> _TASK ITEM_:
Write out the whole listing word for word.

> _RECORDS FOR THIS TASK_:
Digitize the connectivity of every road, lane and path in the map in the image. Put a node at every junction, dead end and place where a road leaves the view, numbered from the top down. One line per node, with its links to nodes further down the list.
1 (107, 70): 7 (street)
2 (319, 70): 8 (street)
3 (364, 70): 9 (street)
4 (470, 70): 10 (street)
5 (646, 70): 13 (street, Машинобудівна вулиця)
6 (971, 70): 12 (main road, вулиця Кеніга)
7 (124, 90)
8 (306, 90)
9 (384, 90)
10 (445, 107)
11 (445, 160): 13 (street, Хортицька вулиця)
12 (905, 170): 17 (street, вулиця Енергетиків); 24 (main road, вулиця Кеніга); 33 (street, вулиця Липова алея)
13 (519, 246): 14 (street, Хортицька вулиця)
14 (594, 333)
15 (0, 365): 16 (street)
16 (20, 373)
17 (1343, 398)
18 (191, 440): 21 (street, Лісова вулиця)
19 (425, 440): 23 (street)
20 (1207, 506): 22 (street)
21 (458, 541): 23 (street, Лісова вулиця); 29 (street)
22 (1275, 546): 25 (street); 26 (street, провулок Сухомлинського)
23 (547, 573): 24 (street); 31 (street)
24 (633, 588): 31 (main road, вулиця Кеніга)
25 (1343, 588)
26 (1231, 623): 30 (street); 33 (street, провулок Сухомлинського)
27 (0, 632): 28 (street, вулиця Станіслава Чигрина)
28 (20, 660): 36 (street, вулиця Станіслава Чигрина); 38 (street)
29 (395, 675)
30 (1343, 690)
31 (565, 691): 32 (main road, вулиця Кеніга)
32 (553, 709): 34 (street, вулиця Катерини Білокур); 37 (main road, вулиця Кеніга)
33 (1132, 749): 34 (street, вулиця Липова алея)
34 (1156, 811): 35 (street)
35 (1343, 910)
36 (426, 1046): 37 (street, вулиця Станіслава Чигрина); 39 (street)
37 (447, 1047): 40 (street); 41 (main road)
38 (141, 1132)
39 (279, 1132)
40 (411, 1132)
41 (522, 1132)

> _TASK RESPONSE_:
Digitize the connectivity of every road, lane and path in the map in the image. Put a node at every junction, dead end and place where a road leaves the view, numbered from the top down. One line per node, with its links to nodes further down the list.
1 (107, 70): 7 (street)
2 (319, 70): 8 (street)
3 (364, 70): 9 (street)
4 (470, 70): 10 (street)
5 (646, 70): 13 (street, Машинобудівна вулиця)
6 (971, 70): 12 (main road, вулиця Кеніга)
7 (124, 90)
8 (306, 90)
9 (384, 90)
10 (445, 107)
11 (445, 160): 13 (street, Хортицька вулиця)
12 (905, 170): 17 (street, вулиця Енергетиків); 24 (main road, вулиця Кеніга); 33 (street, вулиця Липова алея)
13 (519, 246): 14 (street, Хортицька вулиця)
14 (594, 333)
15 (0, 365): 16 (street)
16 (20, 373)
17 (1343, 398)
18 (191, 440): 21 (street, Лісова вулиця)
19 (425, 440): 23 (street)
20 (1207, 506): 22 (street)
21 (458, 541): 23 (street, Лісова вулиця); 29 (street)
22 (1275, 546): 25 (street); 26 (street, провулок Сухомлинського)
23 (547, 573): 24 (street); 31 (street)
24 (633, 588): 31 (main road, вулиця Кеніга)
25 (1343, 588)
26 (1231, 623): 30 (street); 33 (street, провулок Сухомлинського)
27 (0, 632): 28 (street, вулиця Станіслава Чигрина)
28 (20, 660): 36 (street, вулиця Станіслава Чигрина); 38 (street)
29 (395, 675)
30 (1343, 690)
31 (565, 691): 32 (main road, вулиця Кеніга)
32 (553, 709): 34 (street, вулиця Катерини Білокур); 37 (main road, вулиця Кеніга)
33 (1132, 749): 34 (street, вулиця Липова алея)
34 (1156, 811): 35 (street)
35 (1343, 910)
36 (426, 1046): 37 (street, вулиця Станіслава Чигрина); 39 (street)
37 (447, 1047): 40 (street); 41 (main road)
38 (141, 1132)
39 (279, 1132)
40 (411, 1132)
41 (522, 1132)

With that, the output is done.